(Collected data)
^^^^
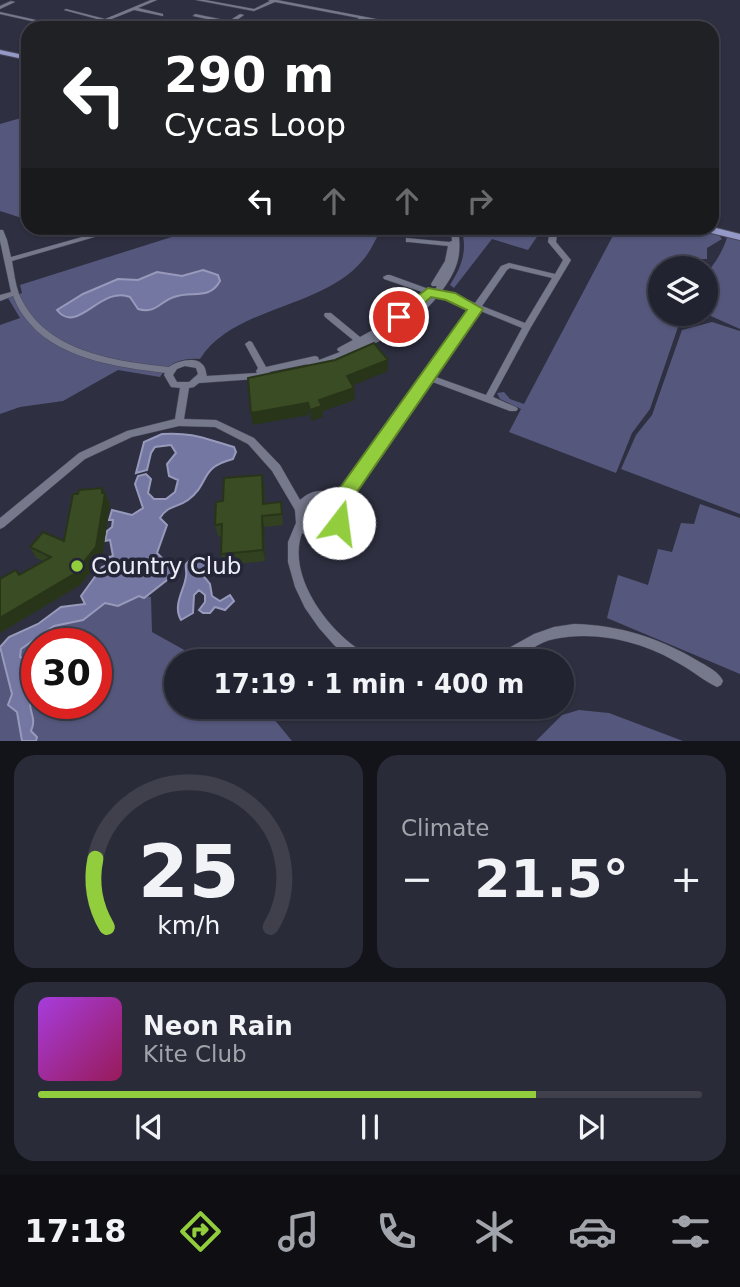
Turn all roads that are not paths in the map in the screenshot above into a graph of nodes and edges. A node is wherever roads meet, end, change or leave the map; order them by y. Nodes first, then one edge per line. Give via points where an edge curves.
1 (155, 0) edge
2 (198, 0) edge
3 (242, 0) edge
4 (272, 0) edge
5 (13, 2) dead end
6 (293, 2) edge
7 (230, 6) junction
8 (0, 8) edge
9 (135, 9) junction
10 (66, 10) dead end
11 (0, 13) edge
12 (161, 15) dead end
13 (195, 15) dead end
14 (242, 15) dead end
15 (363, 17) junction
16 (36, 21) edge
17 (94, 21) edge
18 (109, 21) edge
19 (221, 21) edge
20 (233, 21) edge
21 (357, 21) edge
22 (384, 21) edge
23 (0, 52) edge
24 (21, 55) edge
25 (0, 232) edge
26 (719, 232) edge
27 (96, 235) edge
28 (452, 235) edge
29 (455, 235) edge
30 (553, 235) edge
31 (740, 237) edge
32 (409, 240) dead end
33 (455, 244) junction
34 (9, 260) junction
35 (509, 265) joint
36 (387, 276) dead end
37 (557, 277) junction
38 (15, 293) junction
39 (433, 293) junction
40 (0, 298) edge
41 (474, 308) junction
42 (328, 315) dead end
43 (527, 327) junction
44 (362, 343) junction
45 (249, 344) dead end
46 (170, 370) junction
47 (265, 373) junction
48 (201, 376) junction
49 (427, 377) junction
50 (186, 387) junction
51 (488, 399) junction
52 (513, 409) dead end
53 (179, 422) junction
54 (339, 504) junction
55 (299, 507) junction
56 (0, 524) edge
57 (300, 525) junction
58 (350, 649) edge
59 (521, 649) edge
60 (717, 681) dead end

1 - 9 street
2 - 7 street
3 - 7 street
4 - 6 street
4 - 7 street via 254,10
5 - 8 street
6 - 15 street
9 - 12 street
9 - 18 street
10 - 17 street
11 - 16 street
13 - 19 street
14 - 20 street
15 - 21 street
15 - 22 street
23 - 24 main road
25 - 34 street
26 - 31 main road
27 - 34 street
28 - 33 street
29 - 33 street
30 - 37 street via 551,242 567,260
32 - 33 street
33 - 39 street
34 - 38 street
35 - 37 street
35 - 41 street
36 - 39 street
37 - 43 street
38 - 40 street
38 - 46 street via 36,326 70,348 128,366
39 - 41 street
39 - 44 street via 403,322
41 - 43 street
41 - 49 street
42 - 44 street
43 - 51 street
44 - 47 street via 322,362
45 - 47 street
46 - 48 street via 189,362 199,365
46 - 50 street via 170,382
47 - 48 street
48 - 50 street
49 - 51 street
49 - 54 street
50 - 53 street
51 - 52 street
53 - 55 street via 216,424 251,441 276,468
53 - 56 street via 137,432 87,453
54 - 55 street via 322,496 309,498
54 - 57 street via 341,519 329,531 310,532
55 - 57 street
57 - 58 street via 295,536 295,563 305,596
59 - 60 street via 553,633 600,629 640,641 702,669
^^^^
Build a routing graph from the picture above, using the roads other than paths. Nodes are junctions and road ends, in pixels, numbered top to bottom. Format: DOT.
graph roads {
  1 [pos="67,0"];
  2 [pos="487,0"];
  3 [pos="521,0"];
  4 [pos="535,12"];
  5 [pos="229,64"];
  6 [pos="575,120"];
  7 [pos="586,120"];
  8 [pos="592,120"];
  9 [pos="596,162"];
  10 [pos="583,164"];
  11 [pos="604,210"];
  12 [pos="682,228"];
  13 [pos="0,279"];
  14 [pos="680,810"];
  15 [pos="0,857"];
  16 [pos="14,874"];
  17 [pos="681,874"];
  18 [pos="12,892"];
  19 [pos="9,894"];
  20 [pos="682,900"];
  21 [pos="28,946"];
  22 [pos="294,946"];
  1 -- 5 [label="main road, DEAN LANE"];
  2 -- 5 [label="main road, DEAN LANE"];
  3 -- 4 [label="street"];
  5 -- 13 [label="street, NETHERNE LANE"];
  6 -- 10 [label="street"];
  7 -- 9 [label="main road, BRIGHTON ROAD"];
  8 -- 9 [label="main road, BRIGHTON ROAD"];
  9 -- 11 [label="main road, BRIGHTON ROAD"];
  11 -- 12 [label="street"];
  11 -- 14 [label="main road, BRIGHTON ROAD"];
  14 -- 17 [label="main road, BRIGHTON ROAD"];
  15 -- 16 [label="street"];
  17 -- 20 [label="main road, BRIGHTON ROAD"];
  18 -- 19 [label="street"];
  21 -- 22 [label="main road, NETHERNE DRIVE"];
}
^^^^
> Task description
Copy out the lines above with "BRIGHTON" in them.

> Solution to this problem
  7 -- 9 [label="main road, BRIGHTON ROAD"];
  8 -- 9 [label="main road, BRIGHTON ROAD"];
  9 -- 11 [label="main road, BRIGHTON ROAD"];
  11 -- 14 [label="main road, BRIGHTON ROAD"];
  14 -- 17 [label="main road, BRIGHTON ROAD"];
  17 -- 20 [label="main road, BRIGHTON ROAD"];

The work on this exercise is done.